Note that the first line shows the four cases for the first step weighted by their probabilities (the law of total probability). The second line uses the Markov property. The third line lists out the 4 cases. the following shows the derivation of $V_1$.

\displaystyle \begin{aligned} V_1=E[T \lvert X_0=1]&=1+\sum \limits_{k=0}^3 P[X_1=k \lvert X_0=1] \times E[T \lvert X_0=1,X_1=k] \\&=1+\sum \limits_{k=0}^3 P_{1k} \times E[T \lvert X_1=k] \\&=1+ P_{10} \times 0 +P_{11} \times V_1+P_{12} \times V_2 +P_{13} \times 0 \end{aligned}

We carry out the numerical calculation using the following matrix.

$\mathbf{P} = \bordermatrix{ & 0 & 1 & 2 & 3 \cr 0 & 1 & 0 & 0 & 0 \cr 1 & 0.3 & 0.3 & 0.2 & 0.2 \cr 2 & 0.15 & 0.2 & 0.25 & 0.4 \cr 3 & 0 & 0 & 0 & 1 \cr } \qquad$

Plugging in the numerical values gives the following two sets of equations.

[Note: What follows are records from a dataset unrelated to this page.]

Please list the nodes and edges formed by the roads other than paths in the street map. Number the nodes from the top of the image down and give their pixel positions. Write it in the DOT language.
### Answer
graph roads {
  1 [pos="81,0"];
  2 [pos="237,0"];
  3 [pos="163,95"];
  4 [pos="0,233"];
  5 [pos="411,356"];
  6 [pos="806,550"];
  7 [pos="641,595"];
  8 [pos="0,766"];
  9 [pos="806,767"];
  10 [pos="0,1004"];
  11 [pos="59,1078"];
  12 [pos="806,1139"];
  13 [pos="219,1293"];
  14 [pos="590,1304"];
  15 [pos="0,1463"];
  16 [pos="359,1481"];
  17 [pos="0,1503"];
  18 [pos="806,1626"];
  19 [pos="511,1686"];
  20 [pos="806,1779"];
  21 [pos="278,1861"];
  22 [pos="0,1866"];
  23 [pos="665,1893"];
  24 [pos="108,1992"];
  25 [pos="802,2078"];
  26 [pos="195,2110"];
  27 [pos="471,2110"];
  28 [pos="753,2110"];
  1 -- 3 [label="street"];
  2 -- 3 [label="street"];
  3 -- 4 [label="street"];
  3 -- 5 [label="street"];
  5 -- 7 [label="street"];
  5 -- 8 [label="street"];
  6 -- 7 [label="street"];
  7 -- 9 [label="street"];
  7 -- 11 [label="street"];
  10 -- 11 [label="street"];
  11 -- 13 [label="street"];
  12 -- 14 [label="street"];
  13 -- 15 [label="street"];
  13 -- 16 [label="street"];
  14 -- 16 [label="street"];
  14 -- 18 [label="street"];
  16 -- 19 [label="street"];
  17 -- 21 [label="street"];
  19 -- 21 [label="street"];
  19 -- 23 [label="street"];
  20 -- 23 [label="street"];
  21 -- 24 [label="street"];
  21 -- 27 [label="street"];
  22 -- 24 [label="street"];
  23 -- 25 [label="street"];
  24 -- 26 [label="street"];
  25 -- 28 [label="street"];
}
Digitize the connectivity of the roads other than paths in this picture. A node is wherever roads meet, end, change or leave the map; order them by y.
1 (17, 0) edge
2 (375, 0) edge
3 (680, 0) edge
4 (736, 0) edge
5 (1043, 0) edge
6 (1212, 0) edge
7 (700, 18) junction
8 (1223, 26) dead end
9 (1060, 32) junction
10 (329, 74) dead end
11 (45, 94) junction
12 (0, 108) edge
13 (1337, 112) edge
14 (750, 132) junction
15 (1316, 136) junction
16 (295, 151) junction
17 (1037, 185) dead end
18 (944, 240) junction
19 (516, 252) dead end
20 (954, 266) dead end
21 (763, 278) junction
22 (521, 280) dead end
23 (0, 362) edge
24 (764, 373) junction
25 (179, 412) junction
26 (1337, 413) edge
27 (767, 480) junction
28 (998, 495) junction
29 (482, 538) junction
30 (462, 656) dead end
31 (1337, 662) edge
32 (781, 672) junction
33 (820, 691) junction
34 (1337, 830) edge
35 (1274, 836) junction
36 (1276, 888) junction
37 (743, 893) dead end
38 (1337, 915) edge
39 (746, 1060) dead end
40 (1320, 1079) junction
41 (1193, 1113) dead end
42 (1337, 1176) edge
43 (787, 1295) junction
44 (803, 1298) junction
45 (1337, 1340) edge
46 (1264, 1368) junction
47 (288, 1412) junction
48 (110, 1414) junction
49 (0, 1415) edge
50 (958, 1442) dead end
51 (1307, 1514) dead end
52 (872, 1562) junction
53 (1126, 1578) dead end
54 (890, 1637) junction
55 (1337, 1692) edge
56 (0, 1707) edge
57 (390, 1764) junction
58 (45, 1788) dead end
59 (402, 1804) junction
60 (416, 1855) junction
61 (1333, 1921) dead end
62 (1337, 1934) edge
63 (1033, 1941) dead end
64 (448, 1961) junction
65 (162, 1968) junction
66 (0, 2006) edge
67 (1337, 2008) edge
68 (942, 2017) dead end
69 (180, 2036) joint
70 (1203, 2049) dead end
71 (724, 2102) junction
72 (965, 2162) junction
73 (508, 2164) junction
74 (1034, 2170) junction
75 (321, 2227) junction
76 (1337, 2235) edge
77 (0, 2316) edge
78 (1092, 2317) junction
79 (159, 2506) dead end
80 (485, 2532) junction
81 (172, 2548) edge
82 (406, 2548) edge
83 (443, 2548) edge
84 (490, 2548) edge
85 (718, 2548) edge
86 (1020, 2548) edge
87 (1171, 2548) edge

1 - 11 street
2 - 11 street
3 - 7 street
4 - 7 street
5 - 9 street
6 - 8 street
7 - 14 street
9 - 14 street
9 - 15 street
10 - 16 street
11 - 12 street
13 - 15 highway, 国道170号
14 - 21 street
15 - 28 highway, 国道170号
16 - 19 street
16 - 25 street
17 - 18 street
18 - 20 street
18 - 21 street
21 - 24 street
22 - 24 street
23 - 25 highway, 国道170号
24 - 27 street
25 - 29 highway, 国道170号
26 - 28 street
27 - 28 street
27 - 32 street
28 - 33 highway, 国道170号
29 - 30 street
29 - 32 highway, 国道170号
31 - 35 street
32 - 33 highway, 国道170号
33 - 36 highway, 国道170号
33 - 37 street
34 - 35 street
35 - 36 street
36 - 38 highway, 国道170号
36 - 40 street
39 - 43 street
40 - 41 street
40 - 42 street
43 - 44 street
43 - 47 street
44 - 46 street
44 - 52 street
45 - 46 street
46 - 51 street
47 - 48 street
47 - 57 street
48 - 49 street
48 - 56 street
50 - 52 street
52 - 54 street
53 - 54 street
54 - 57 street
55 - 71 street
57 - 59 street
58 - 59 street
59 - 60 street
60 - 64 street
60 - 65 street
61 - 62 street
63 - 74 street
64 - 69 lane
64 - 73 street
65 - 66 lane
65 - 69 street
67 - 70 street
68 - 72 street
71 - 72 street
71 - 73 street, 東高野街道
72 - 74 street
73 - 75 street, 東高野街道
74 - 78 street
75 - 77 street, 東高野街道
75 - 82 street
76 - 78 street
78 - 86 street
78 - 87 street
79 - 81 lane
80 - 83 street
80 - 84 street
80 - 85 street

\displaystyle \begin{aligned}&U_1=0.3+0.3 \times U_1+0.2 \times U_2 \\&U_2=0.15+0.2 \times U_1+0.25 \times U_2 \end{aligned}

\displaystyle \begin{aligned}&V_1=1+0.3 \times V_1+0.2 \times V_2 \\&V_2=1+0.2 \times V_1+0.25 \times V_2 \end{aligned}

The solutions are:

$\displaystyle U_1=\frac{51}{97}=0.5278$

$\displaystyle U_2=\frac{33}{97}=0.34$

$\displaystyle V_1=\frac{9.5}{4.85}=1.9588$

$\displaystyle V_2=\frac{9}{4.85}=1.85567$

It is more likely to reach state 0 if the starting position is 1 (53% chance). If the process starts from state 2, it is more likely to reach state 3 (only 34% chance to reach state 0). However, the average number of steps it takes to reach state 0 is about the same (either starting from 1 or 2).

One More Example

We present one more example. This example will be used in the next post to demonstrate another angle of first step analysis.

Example 3
Consider the following transition probability matrix.

$\mathbf{P} = \bordermatrix{ & 0 & 1 & 2 & 3 & 4 \cr 0 & 1 & 0 & 0 & 0 & 0 \cr 1 & 0.4 & 0.3 & 0.1 & 0.1 & 0.1 \cr 2 & 0.1 & 0.1 & 0.5 & 0.2 & 0.1 \cr 3 & 0.1 & 0.2 & 0.1 & 0.5 & 0.1 \cr 4 & 0 & 0 & 0 & 0 & 1 \cr } \qquad$

The state space is one state bigger than the two examples shown above. There are two absorbing states as in the two previous examples. We focus on the same two problems. Given a starting state (1, 2 or 3), we want to see how fast the process transition to state 0 (one of the absorbing states). Secondly, we want to see on average how many steps it takes the process to transition to one of the absorbing states.

As before let $T$ the time it takes the process to be absorbed into 0 or 4. More specifically let $T$ be defined by $T=\{ n \ge 0: X_n=0 \text{ or } X_n=4 \}$. As before if the starting state is $i$, let $U_i$ be the probability of the process being absorbed into state 0 and let $V_i$ be the expected time to absorption (into state 0 or state 4). More specifically, define $U_i$ and $V_i$ as follows:

$U_i=P[X_T=0 \lvert X_0=i] \ \ \ \ i=1,2,3$

$V_i=E[T \lvert X_0=i] \ \ \ \ \ \ \ \ \ \ i=1,2,3$

Applying the first step analysis produces the following two sets of equations.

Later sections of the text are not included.